Study Supports Postkeratoplasty Procedure

FI.Eye.#2.AS.1–8–97.A UCLA, Los Angeles, CA. Dr. Robert K. Maloney, M.D.,M.A., Director of Diseases and Surgery of the Cornea at the UCLA Laser Refractive Center at Jules Stein Eye Institute is performing PRK (Photo–Refractive Keratectomy) to patient Yael E. Haffner with the excimer laser that removes microscopic layers of tissue from the surface of the cornea to correct nearsightedness. Photo ^^^. (Photo by Al Seib/Los Angeles Times via Getty Images)
Topography-guided photorefractive keratectomy significantly improves vision, according to research.

Post-keratoplasty topography-guided photorefractive keratectomy (TG-PRK) is safe and effective, resulting in significant visual acuity, refractive, and keratometric improvements, according to a study published in Cornea.

Often, the vision of patients undergoing penetrating keratoplasty (PK) is limited by 4 D to 5 D of corneal astigmatism, according to investigators. In fact, postkeratoplasty astigmatism is greater than 5 D in 15% to 30% of patients. Most patients require glasses or contact lenses to correct astigmatism or ametropia, or both. However, when the astigmatism is irregular, standard interventions often don’t adequately correct vision.

Excimer laser photoablation is a potential treatment of both astigmatism and spherical refractive error postkeratoplasty. TG-PRK allows physicians to target the specific corneal irregularity. Previous small studies have found that the procedure is safe and effective. In this large, retrospective interventional study, researchers examined the long-term visual, refractive, and safety outcomes of TG-PRK for managing postkeratoplasty refractive error using a high-speed laser with an enhanced beam profile.

Patients in the study underwent TG-PRK with mitomycin C. The goal of the study was to correct both ametropia and high astigmatism. Patients who underwent postkeratoplasty TG-PRK (1 or more times) for any level of astigmatism, with at least 12 months of postoperative follow-up, were included. Eyes that had another surgical corneal intervention for astigmatism before TG-PRK, eyes that underwent partial laser ablation treatment, treatment on a different laser platform before 2014, eyes in which TG-PRK was combined with corneal collagen cross-linking, eyes that couldn’t be tracked because of pupil abnormalities, and those with advanced pellucid marginal degeneration were excluded.

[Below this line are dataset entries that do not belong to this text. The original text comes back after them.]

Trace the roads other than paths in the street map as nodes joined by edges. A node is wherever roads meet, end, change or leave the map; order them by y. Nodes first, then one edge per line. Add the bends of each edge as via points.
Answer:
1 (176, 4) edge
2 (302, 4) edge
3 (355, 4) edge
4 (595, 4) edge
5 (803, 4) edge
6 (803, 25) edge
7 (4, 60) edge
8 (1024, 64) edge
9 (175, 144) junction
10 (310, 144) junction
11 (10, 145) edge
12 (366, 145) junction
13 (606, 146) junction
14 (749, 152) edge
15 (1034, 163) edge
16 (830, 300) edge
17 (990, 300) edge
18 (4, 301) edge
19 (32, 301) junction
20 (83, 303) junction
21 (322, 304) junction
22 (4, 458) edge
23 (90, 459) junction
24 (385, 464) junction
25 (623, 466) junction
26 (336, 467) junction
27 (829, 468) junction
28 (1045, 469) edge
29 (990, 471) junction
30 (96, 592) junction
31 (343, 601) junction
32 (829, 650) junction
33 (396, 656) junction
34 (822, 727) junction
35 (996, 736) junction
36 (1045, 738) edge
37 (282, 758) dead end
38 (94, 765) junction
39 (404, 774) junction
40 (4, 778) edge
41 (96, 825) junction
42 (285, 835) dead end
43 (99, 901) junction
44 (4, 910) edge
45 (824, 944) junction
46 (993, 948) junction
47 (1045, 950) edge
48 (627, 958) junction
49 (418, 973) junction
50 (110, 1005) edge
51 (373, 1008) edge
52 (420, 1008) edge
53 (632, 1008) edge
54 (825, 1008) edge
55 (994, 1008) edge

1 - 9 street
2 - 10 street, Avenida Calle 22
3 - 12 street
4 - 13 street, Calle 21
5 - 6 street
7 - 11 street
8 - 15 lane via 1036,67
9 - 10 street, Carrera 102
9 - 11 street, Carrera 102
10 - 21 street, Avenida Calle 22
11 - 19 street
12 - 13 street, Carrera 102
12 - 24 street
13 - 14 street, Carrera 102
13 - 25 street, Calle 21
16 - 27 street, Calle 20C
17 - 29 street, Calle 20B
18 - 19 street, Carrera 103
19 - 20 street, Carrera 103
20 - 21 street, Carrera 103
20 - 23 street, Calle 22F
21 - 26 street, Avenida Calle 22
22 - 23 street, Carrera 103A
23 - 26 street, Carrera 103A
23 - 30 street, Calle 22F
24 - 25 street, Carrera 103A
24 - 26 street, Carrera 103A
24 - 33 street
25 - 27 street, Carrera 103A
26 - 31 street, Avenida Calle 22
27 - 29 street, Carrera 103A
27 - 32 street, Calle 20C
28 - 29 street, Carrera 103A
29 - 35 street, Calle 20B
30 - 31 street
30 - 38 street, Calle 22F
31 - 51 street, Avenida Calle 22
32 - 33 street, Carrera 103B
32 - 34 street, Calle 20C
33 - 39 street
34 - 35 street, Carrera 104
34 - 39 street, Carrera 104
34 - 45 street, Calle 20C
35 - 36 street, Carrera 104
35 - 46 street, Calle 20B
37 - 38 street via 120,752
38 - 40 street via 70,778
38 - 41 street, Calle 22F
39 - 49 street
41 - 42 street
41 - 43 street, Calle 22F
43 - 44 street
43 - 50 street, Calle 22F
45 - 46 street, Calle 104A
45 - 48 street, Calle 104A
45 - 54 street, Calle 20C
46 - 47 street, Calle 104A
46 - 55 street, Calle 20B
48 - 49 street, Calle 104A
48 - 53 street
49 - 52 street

The procedure was used on 54 eyes of 50 patients who underwent previous corneal transplants. Unaided distance visual acuity (UDVA), best corrected visual acuity (BCDVA), manifest refraction, mean central keratometric value, mean keratometric astigmatism, and postoperative complications were reviewed. Final follow-up was at a mean of approximately 31 months. During the study, 16.7% of eyes underwent more than 1 surface ablation. Mean UDVA improved (from 0.96 ± 0.06 LogMAR preoperatively to 0.46 ± 0.05 LogMAR of resolution at the final follow-up;  P <.0001). Mean UDVA improved by 4.4 Snellen lines. Improvement in BCDVA was not significant, according to investigators, although a significant improvement was noted when eyes with preoperative CDVA worse than 20/40 were analyzed separately (P =.005). Mean astigmatism improved (from -4.4 D ± 0.26 D preoperatively to -2.4 ± 0.26 D at the final follow-up, P <.0001), whereas mean SEQ improved (from -2.5 D ± 0.39 D preoperatively to -1.1 D ± 0.25 D, P =.02). In total, 9% at the preoperative visit and 55% at the final visit had less than 2 D of astigmatism, respectively. Keratometric astigmatism decreased (from 5.24 ± 0.36 D preoperatively to 2.98 ± 0.34 D at the final follow-up, P < 0.0001). No eyes developed clinically significant haze, 14.8% developed regression, and 13% had a reduction of 2 or more BCDVA lines.

“In line with previous studies, our study gives strong evidence for the role of TG-PRK in improving refraction, topographic keratometry measurements, and visual acuity,” the study shows.. “An important finding in this study is that most eyes do not require more than 1 TG-PRK treatment.”

Researchers noted a few limitations with their study, including the absence of a control group, the retrospective nature, and missing aberrometry data.

Disclosure: Several study authors declared affiliations with the biotech and pharmaceutical industries. Please see the original reference for a full list of authors’ disclosures.


Bizrah M, Lin DTC, Babili A, et al. Topography-guided photorefractive keratectomy for postkeratoplasty astigmatism: long-term outcomes. Cornea. 2021;40(1):78-87. doi:10.1097/ICO.0000000000002403.